Up until that point, as Nick Hornby wrote in 2007, few people had taken notice of punk. “There wasn't much music you could buy: the Pistols' single Anarchy in the UK had been released the week before, and the Damned's New Rose a month or so before that, but it was perfectly possible to own every English punk record ever made without spending more than a couple of quid. The very next morning, however, it became a national phenomenon, and the cause of a hilarious moral panic.”

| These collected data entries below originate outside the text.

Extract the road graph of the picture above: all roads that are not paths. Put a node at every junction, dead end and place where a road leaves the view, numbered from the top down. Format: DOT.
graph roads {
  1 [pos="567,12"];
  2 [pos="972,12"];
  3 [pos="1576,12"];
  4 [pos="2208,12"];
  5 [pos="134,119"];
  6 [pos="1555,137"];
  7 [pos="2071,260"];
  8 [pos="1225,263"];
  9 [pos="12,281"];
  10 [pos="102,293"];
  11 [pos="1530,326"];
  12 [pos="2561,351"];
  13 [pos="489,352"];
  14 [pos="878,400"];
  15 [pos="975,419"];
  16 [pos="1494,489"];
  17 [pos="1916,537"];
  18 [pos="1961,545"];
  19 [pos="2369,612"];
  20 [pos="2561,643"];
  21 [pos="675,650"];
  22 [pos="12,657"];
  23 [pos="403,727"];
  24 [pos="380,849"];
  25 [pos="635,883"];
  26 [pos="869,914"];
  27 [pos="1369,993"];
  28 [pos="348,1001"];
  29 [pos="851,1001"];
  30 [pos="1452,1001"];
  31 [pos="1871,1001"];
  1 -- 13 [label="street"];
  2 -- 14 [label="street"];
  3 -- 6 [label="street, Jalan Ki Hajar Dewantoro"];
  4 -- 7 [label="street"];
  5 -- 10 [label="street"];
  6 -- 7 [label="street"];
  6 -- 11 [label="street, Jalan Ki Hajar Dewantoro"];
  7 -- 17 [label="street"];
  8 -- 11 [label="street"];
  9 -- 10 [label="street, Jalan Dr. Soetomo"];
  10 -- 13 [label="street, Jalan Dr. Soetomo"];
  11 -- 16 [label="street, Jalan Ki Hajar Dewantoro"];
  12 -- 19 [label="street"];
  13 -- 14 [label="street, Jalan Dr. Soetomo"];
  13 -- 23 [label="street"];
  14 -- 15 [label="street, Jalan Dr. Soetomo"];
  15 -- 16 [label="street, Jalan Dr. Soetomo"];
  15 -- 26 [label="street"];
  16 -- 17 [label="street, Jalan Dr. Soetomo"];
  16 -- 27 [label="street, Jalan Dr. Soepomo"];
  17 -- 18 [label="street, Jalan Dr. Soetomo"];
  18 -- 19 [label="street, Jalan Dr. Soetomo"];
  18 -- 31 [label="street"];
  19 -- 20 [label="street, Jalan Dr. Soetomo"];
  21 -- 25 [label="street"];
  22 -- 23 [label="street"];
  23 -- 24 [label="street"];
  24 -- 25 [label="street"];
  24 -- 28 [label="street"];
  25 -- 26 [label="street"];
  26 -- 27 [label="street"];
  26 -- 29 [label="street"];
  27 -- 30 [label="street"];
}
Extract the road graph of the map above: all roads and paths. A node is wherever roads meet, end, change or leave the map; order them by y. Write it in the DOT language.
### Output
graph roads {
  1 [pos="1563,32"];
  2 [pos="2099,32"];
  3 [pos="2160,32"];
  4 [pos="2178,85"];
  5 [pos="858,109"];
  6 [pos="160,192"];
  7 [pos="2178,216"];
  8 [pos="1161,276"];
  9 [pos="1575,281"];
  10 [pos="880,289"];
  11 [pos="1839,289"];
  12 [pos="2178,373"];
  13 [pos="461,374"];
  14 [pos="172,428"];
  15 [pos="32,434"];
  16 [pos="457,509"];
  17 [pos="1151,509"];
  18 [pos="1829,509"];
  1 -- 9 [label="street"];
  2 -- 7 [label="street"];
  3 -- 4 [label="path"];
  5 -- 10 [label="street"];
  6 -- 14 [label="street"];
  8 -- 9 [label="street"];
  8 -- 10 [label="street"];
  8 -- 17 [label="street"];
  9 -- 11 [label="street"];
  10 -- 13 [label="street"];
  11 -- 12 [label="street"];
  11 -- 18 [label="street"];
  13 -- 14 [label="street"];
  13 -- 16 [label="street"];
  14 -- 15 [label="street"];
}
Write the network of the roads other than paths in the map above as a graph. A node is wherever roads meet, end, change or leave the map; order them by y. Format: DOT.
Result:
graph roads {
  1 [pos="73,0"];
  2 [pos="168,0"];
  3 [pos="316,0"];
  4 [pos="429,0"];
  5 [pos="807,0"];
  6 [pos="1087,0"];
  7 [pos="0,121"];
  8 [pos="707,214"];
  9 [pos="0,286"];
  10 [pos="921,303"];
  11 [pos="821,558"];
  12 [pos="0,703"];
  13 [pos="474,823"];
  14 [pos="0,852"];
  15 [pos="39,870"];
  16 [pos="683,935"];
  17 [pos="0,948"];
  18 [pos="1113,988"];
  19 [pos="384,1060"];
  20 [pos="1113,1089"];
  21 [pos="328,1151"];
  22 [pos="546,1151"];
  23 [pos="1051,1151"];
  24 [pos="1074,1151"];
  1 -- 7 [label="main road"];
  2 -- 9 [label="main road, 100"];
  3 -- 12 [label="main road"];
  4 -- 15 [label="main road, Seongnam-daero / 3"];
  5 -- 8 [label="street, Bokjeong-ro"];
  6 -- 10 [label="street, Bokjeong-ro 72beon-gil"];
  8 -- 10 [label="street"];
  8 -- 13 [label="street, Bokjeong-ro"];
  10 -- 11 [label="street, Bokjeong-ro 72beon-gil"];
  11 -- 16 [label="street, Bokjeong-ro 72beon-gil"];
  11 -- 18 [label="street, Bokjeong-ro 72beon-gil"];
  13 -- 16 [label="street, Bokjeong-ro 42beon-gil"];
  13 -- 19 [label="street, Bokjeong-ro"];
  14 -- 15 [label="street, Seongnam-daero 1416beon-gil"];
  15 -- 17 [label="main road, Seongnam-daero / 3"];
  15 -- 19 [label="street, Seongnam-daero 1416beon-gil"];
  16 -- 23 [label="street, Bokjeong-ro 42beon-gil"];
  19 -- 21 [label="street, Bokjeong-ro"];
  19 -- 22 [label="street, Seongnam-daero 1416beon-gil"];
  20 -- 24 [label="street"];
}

Richard Walker, who in later life would edit our sister paper, the Sunday Herald, and is currently consulting editor with The National, was 20 years old in 1977. Slightly too old for punk, then, but not too old to overlook its impact. He recalls how there had already been an upsurge in exciting new music, including Patti Smith and Bruce Springsteen, “and then the door opened and all these bands from America – Television, Blondie, Richard Hell and the Voidoids, the Ramones – came through, and then in Britain you got bands such as the Pistols, the Clash, Eddie and the Hot Rods … this wave swept away all the things I had been used to. You used to put a certain level of importance on musicianship; after that, you put no importance on that, but on what I’d suppose you’d call the revolutionary aspect of punk. It was very political. I loved bands like the Pistols and the Damned quite early on. Like me, my friends had come in at the fag-end of the hippy era, and those people were challenged by punk.

“I bought tickets for Fleetwood Mac, and I got tickets for Television and Blondie. Both gigs were at the Apollo in Glasgow. My friends were all really excited about Fleetwood Mac, but I couldn’t get anybody to come with me to see Television and Blondie. They all still had flares and long hair, but I guess the younger part of the group eventually gravitated, and we went to see Siouxsie and the Banshees at Clouds. By that time, we had had our hair cut and were wearing straight-leg trousers. Even so, the audience at Siouxsie were a lot different to what you would have seen at a King Crimson gig a couple of years earlier.”

Punk/new wave scenes could be found in the major Scottish cities and towns. New bands formed and multiplied (among them The Jolt, The Exile, "Glasgow’s socio-politico-proto punk band" The Zips, and The Skids, who made their debut in August 1977). One short-lived Glasgow act, Johnny and the Self-Abusers, made its public debut at the Doune Castle in 1977, and later supported Generation X in Edinburgh. In November the band released its one and only single, Saints and Sinners, and split up. One half went on to form Simple Minds; the other half, the Cuban Heels. Craig Tannock, one of the best-known figures on Glasgow’s music scene, when asked about his experiences, remembers: “The closest I ever got to being at a punk gig would be when my band supported the Cuban Heels at a gig at Greenock Academy. I remember their song Mary Millington and they did a great cover of Downtown. They were a really good band, almost verging on surf rock at times.” Of his own band, the Viking Raiders, there is alas little trace.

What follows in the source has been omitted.